5.The Notes, as amended by this Amendment, contain the entire agreement between the parties hereto regarding same, and there are no other agreements, warranties or representations which are not set forth therein or herein. This Amendment may not be modified or amended except by an instrument in writing duly signed by or on behalf of the parties hereto.

 

6.This Amendment shall be governed by and construed and enforced in accordance with the local laws of the State of Florida applicable to agreements made and to be performed entirely within the State, without regard to conflict of laws principles.

 

7.This Amendment may be executed simultaneously in any number of counterparts, each of which shall be deemed an original but all of which together shall constitute one and the same instrument.

 

 

 

 
 

 

Executed February 24, 2014.

 

NEXT 1 INTERACTIVE, INC. (“MAKER”)HOLDER:

 

 

By: /s/Bill Kerby   /s/ Mark A. Wilton  
  Bill Kerby – CEO Mark A. Wilton

 

 

 

ACKNOWLEDGED AND AGREED

 

Regarding Section 4 above

 

 

 

REALBIZ MEDIA GROUP, INC.

 

 

By: /s/ Bill Kerby  
  Bill Kerby – CEO

 

 

 

 

 

 

 
 

 

Attachment “A”

 

As part of this agreement the Company undertakes to use its best efforts to begin to implement new travel programs in efforts to cause revenue generation.

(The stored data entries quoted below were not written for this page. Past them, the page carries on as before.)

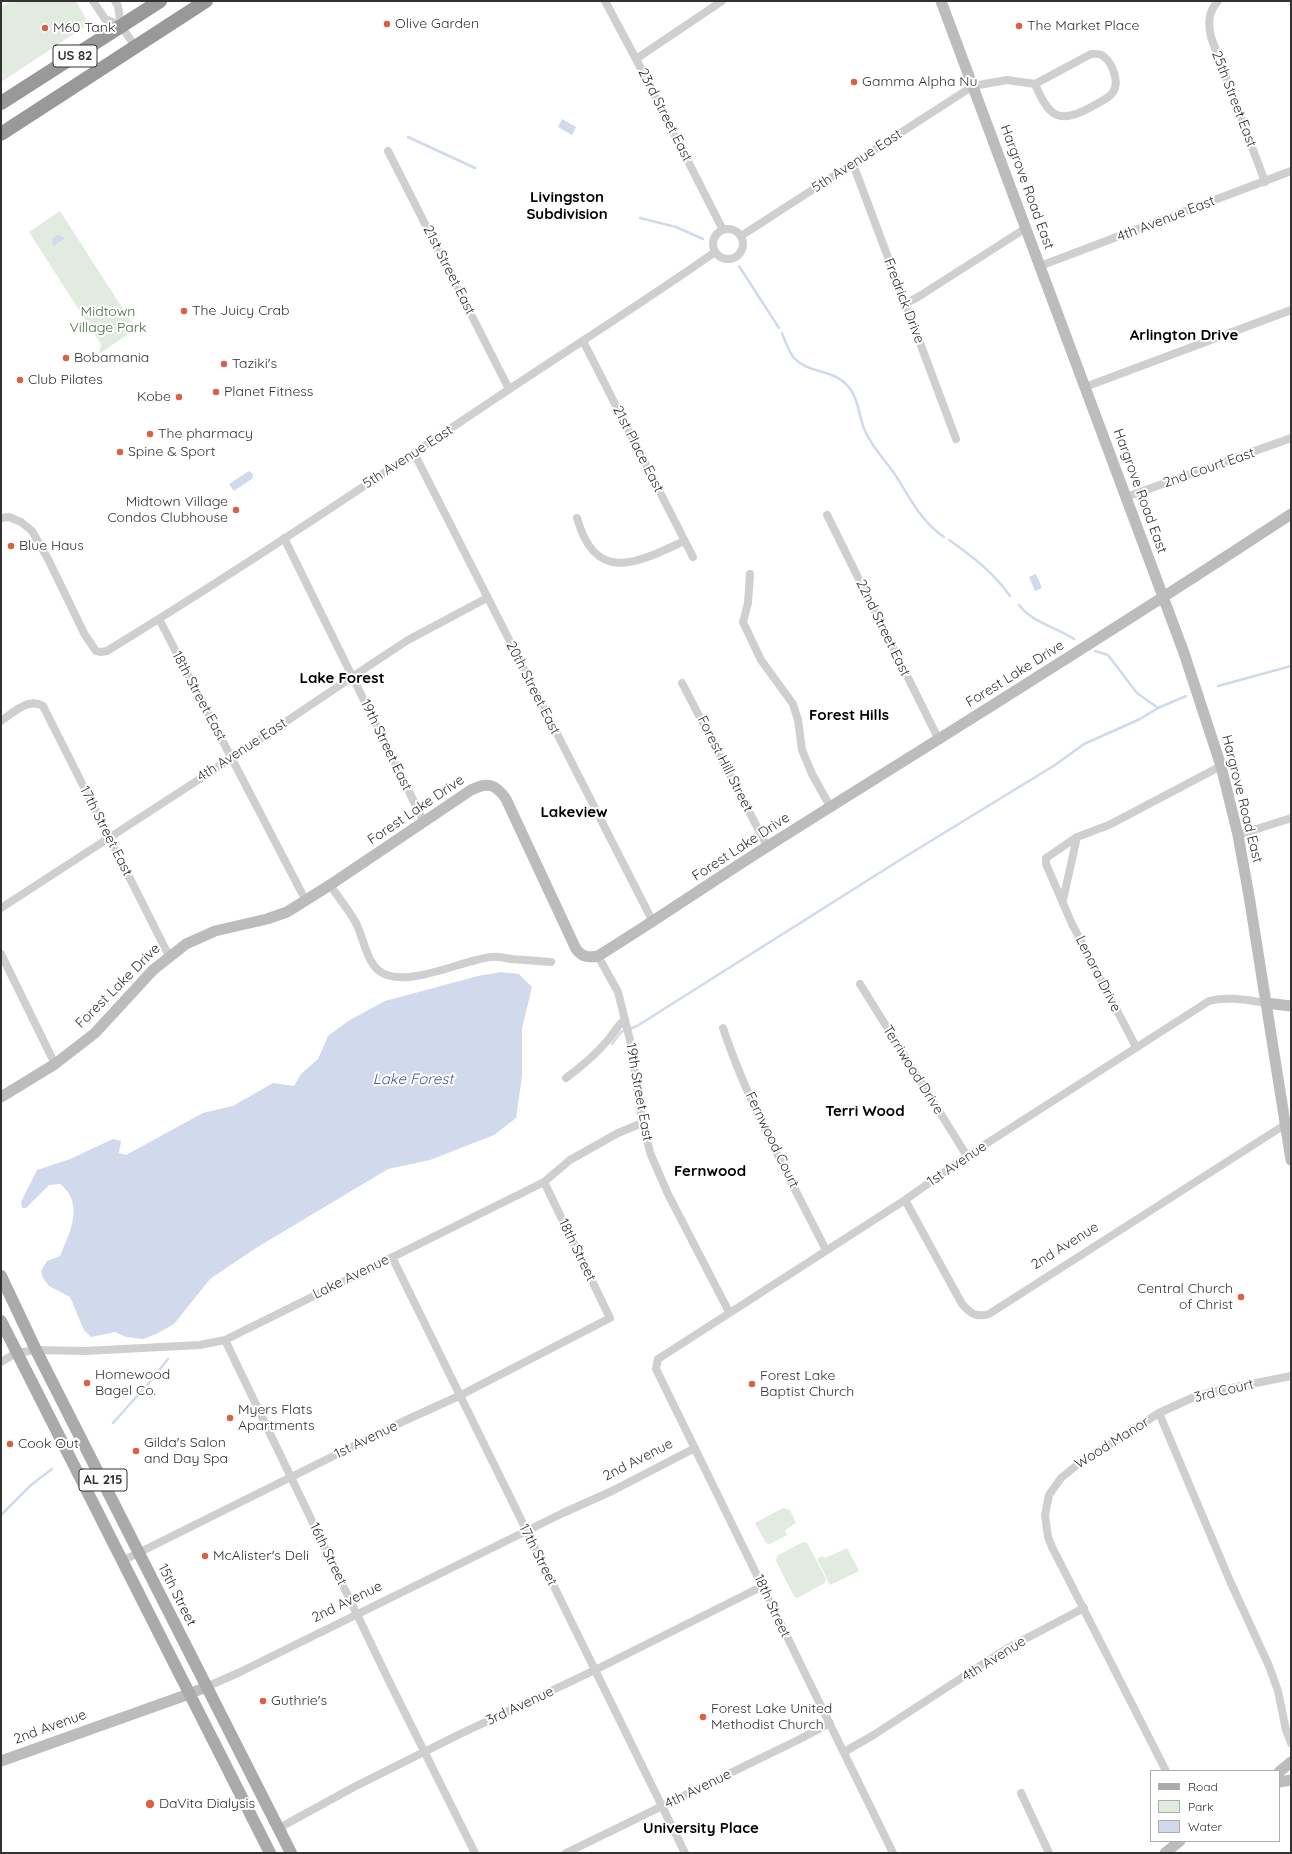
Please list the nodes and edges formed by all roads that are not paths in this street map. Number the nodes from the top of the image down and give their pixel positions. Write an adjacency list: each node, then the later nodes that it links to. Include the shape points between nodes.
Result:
1 (93, 1): 9 (street, via 104,19)
2 (115, 1): 9 (street)
3 (160, 1): 9 (highway, US 82)
4 (206, 1): 10 (highway, US 82)
5 (605, 1): 11 (street, 23rd Street East)
6 (722, 1): 11 (street)
7 (942, 1): 13 (street, Hargrove Road East)
8 (1218, 1): 19 (street, 25th Street East, via 1209,16 1211,37)
9 (121, 26): 10 (street); 14 (highway, US 82)
10 (135, 46): 15 (highway, US 82)
11 (636, 59): 21 (street, 23rd Street East)
12 (1035, 84): 12 (street, via 1049,110 1058,116 1068,118 1106,98 1114,92 1116,82 1110,61 1102,54 1092,54); 13 (street, via 1007,80)
13 (973, 86): 17 (street, 5th Avenue East); 20 (street, Hargrove Road East)
14 (1, 104)
15 (1, 134)
16 (388, 151): 29 (street, 21st Street East)
17 (853, 164): 22 (street, 5th Avenue East); 25 (street, Fredrick Drive)
18 (1291, 171): 19 (street, 4th Avenue East)
19 (1265, 182): 24 (street, 4th Avenue East)
20 (1026, 228): 24 (street, Hargrove Road East); 25 (street)
21 (723, 230): 22 (street, via 732,230); 23 (street, via 713,242)
22 (741, 236): 23 (street, via 743,247 737,256 727,259)
23 (715, 252): 27 (street, 5th Avenue East)
24 (1040, 266): 28 (street, Hargrove Road East)
25 (905, 304): 30 (street, Fredrick Drive)
26 (1291, 310): 28 (street)
27 (583, 341): 29 (street, 5th Avenue East); 39 (street, 21st Place East)
28 (1086, 388): 33 (street, Hargrove Road East)
29 (510, 389): 32 (street, 5th Avenue East)
30 (956, 438)
31 (1291, 438): 33 (street, 2nd Court East)
32 (414, 453): 38 (street, 5th Avenue East); 43 (street, 20th Street East)
33 (1126, 497): 42 (street, Hargrove Road East)
34 (1291, 514): 42 (street, Forest Lake Drive)
35 (827, 515): 48 (street, 22nd Street East)
36 (5, 518): 44 (street, 5th Avenue East, via 21,522 32,530 85,636 96,651 108,651)
37 (577, 518): 39 (street, via 582,535 589,546 606,560 627,564 648,558)
38 (284, 538): 44 (street, 5th Avenue East); 45 (street, 19th Street East)
39 (684, 541): 40 (street, 21st Place East)
40 (693, 557)
41 (750, 574): 51 (street, via 748,603 743,622 761,660 793,704 802,750)
42 (1163, 597): 48 (street, Forest Lake Drive); 50 (street, Hargrove Road East)
43 (487, 598): 45 (street, 4th Avenue East, via 408,640); 62 (street, 20th Street East)
44 (159, 619): 49 (street, 18th Street East)
45 (353, 676): 49 (street, 4th Avenue East); 53 (street, 19th Street East)
46 (682, 682): 57 (street, Forest Hill Street)
47 (1, 721): 55 (street, 17th Street East, via 31,702 43,706)
48 (939, 740): 51 (street, Forest Lake Drive)
49 (232, 758): 55 (street, 4th Avenue East); 60 (street, 18th Street East)
50 (1221, 766): 54 (street, Hargrove Road East); 56 (street, Lenora Drive, via 1109,825)
51 (831, 808): 57 (street, Forest Lake Drive)
52 (1291, 818): 54 (street)
53 (424, 822): 58 (street, Forest Lake Drive); 65 (street, Forest Lake Drive, via 482,785 493,786 500,791 576,949 584,956)
54 (1238, 835): 68 (street, Hargrove Road East)
55 (110, 838): 61 (street, 4th Avenue East); 64 (street, 17th Street East)
56 (1077, 838): 59 (street); 59 (street, Lenora Drive, via 1046,858 1046,864)
57 (767, 846): 62 (street, Forest Lake Drive)
58 (330, 885): 60 (street, Forest Lake Drive); 66 (street, via 355,922 372,961 387,975 398,977 429,974 490,957)
59 (1063, 900): 72 (street, Lenora Drive, via 1072,924)
60 (306, 901): 64 (street, Forest Lake Drive, via 287,912 267,919 215,931 186,944)
61 (1, 908)
62 (652, 922): 65 (street, Forest Lake Drive)
63 (1, 954): 73 (street)
64 (169, 956): 73 (street, Forest Lake Drive, via 152,970 95,1033)
65 (598, 956): 70 (street, 19th Street East, via 618,992)
66 (551, 962)
67 (860, 984): 78 (street, Terriwood Drive)
68 (1266, 1003): 69 (street); 72 (street, 1st Avenue, via 1232,998 1209,1001); 77 (street, Hargrove Road East)
69 (1291, 1006)
70 (626, 1019): 74 (street, via 593,1056); 76 (street, 19th Street East)
71 (723, 1028): 82 (street, Fernwood Court, via 745,1086)
72 (1136, 1047): 78 (street, 1st Avenue)
73 (56, 1064): 75 (street, Forest Lake Drive)
74 (566, 1078)
75 (1, 1097)
76 (642, 1124): 80 (street, Lake Avenue, via 618,1133 570,1160); 85 (street, 19th Street East, via 655,1165)
77 (1286, 1124): 79 (street, Hargrove Road East); 81 (street, 2nd Avenue, via 989,1314 982,1316 969,1312 962,1304)
78 (967, 1156): 81 (street, 1st Avenue)
79 (1291, 1160)
80 (544, 1182): 83 (street, Lake Avenue); 86 (street, 18th Street)
81 (905, 1200): 82 (street, 1st Avenue)
82 (826, 1250): 85 (street, 1st Avenue)
83 (392, 1257): 88 (street, Lake Avenue); 94 (street, 17th Street)
84 (1, 1276): 89 (main road, AL 215)
85 (729, 1312): 91 (street, 1st Avenue)
86 (610, 1318): 94 (street, 1st Avenue)
87 (1, 1321): 90 (main road, AL 215)
88 (225, 1340): 89 (street, Lake Avenue, via 200,1345 84,1351); 97 (street, 16th Street)
89 (36, 1350): 90 (street, Lake Avenue); 99 (main road, 15th Street / AL 215)
90 (16, 1353): 92 (street); 100 (main road, AL 215)
91 (658, 1359): 96 (street, 18th Street, via 656,1369)
92 (1, 1362)
93 (1291, 1376): 95 (street, 3rd Court, via 1211,1392)
94 (459, 1396): 97 (street, 1st Avenue); 98 (street, 17th Street)
95 (1159, 1413): 102 (street, Wood Manor, via 1073,1468 1061,1478 1049,1495 1045,1515 1048,1536); 108 (street, Wood Manor, via 1228,1577 1269,1666)
96 (695, 1448): 98 (street, 2nd Avenue, via 612,1491); 101 (street, 18th Street)
97 (291, 1477): 99 (street, 1st Avenue); 103 (street, 16th Street)
98 (526, 1531): 103 (street, 2nd Avenue); 104 (street, 17th Street)
99 (139, 1552): 100 (street, 1st Avenue); 105 (main road, 15th Street / AL 215)
100 (122, 1561): 106 (main road, AL 215)
101 (763, 1586): 104 (street, 3rd Avenue); 107 (street, 18th Street)
102 (1084, 1608): 110 (street, 4th Avenue, via 1006,1649); 113 (street, Wood Manor)
103 (357, 1614): 105 (street, 2nd Avenue); 109 (street, 16th Street)
104 (595, 1670): 109 (street, 3rd Avenue); 118 (street, 17th Street)
105 (206, 1687): 106 (street, 2nd Avenue); 119 (main road, 15th Street / AL 215)
106 (189, 1694): 111 (street, 2nd Avenue); 121 (main road, AL 215)
107 (830, 1723): 110 (street, 18th Street); 118 (street, 4th Avenue)
108 (1291, 1742)
109 (424, 1752): 119 (street, 3rd Avenue); 123 (street, 16th Street)
110 (844, 1752): 126 (street, 18th Street)
111 (1, 1760)
112 (1291, 1762): 114 (street)
113 (1165, 1770)
114 (1280, 1771)
115 (1291, 1780): 116 (street)
116 (1280, 1782)
117 (1021, 1793): 127 (street)
118 (662, 1807): 124 (street, 4th Avenue); 125 (street, 17th Street)
119 (278, 1828): 122 (main road, 15th Street / AL 215)
120 (1179, 1842): 128 (street)
121 (270, 1853)
122 (291, 1853)
123 (474, 1853)
124 (566, 1853)
125 (685, 1853)
126 (893, 1853)
127 (1049, 1853)
128 (1165, 1853)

As part of these efforts the company will complete the following projects within 90 days of the execution of this note.

 

 

1.To complete a joint venture transaction with Mark Travel for co-ownership of the VoyageTV film assets and website.

 

2.To cause Realbiz to issue not less than an additional 22 million Preferred A shares to Next 1.

 

 

3.To cause Realbiz to transfer to Next 1 the necessary rights required to allow Next 1 to utilize the RealBiz technology platforms such that Next 1 can adapt the technology at its expense for use in a travel agent environment. Such transfer will be done at no cost to Next 1 and all modifications will be done at Next 1’s expense.